She mentions Hildur Guðnadóttir during the opening interview so my head canon is she cowrote the Joker score
i’m more interested in her emmy. do we think it was for a televised live performance or her doing the theme for a show/score for a limited series or something lol
I could see her doing the theme for like The White Lotus haha I'm going with best revival for the Tony, I can see her doing an avant garde reimagining of West Side Story considering her relationship with Bernstein
I'd assume the Emmy would be for some live televised classical music special like Leonard Bernstein used to do.

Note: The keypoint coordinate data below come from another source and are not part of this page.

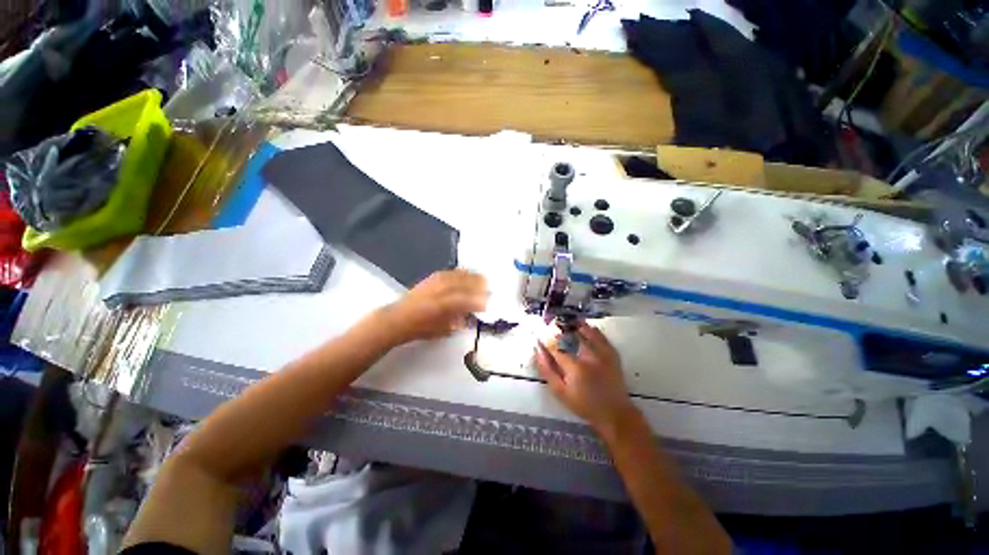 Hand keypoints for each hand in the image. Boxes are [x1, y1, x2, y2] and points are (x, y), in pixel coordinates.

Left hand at [380, 270, 487, 344]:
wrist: (398, 318)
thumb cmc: (420, 328)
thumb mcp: (443, 330)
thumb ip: (459, 321)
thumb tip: (472, 315)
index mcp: (442, 306)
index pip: (465, 300)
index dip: (478, 301)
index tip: (487, 303)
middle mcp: (440, 291)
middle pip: (463, 284)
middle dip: (478, 285)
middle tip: (489, 288)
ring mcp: (435, 283)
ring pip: (457, 276)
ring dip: (471, 277)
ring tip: (481, 279)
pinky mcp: (430, 279)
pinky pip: (449, 272)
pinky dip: (460, 272)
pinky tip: (466, 273)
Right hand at [535, 323, 636, 433]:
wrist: (614, 413)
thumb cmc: (584, 404)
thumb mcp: (560, 392)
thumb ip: (547, 371)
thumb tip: (538, 352)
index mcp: (575, 367)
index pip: (555, 347)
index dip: (545, 339)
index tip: (538, 334)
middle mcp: (589, 356)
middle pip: (571, 335)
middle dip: (560, 328)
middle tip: (551, 324)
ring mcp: (602, 353)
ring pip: (587, 331)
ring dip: (575, 325)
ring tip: (567, 322)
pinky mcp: (612, 354)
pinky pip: (601, 336)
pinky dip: (592, 329)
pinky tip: (585, 327)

Tony was for the Lydia Tár equivalent of Bruce Springsteen's Broadway performances
my one complaint is i think i would have liked it a touch more if it ended on the scene of her under the waterfall with the deafening noise
Yeah this was great. The middle meandered a bit, and I think that it could’ve ended at any moment in the third act (I personally think if it ended in her parents home to her crying to Lenny, that’d be a good bookend). need to rewatch it again soon
saw this yesterday, feels safe to conclude that even though there’s gonna be more highly-lauded films in the next couple months, this one will still be a hard one to supplant
Saw this on Saturday, went in pretty blind and was just floored. Incredible film, really smartly written. Love how Field doesn’t spell everything out for you, and instead lets the viewer fill in the gaps on what happened and what the actual fallout was.
The ambivalence is part of the point, but after sleeping on it the China sequence still leaves me with questions. Does the film feel like working on a video game in China is rock bottom, or is it supposed to be her return to form? If it is the latter, it is an interesting choice considering how little she actually suffered for her behavior. I'm not the first person to have this observation, but Blanchett seems to be in that Daniel-Day Lewis and Meryl Streep level where they are essentially allowed to command the film. Field has said the part was written for her, do it would be interesting to know how much he tried to even interfere with her work. While she has those great moments and will probably get a lot of awards the other three women in her life feel much more real despite less screen time because they aren't given free reign. Is classical music that popular that maestros take private jets? I assumed they were in Economy.
It's rock bottom for her because she's a pretentious snob And I didn't realize at first but it's Mark Strong's jet she uses her rich friends to get stuff
Well yeah she says a line about having to pay for her own plane tickets but still I was surprised that even rich people act as benefactors for classical music like that. I assume they are fighting for leg room and arm rests like the rest of us. She is certainly in love with herself but there is a line where she wants to hear the .mp3 version rather than the .wav file because that is how people actually listen to music nowadays, so she is at least aware of modern trends (although classical music fans seem like the LEAST likely people to listen to lossy files on their earbuds). Video game soundtracks have come so far that I would think that the cosmic punishment of working on one is coming about twenty years too late. Monster Hunter is so enormous in China that she could end up making even more money than she was before.
I think it's layered in a few ways that It's rock bottom for her ego but "happy" for her in that she's now entirely committed and dedicated to the music above anything else. It's rock bottom in the sense that the people at the concert aren't there to see Lydia Tar, they're there to see Monster Hunter music and she's not the draw like she was. But I think it was done in the way it was (not really showing what she was really preparing for) to show that on a personal level she's content/happy/it doesn't matter anymore, with her coming to the realization that nothing other than the music matters when she's watching the Leonard Bernstein video
In one of the hallucinations/dreams there is a bruised Asian man among the women we have met. Who was he?
The Juilliard scene was so impressive without calling too much attention to itself. It was such a clash of generational values, couched in all the polite terms used in academia, until it gets just a little bit too prickly and the niceties are thrown out.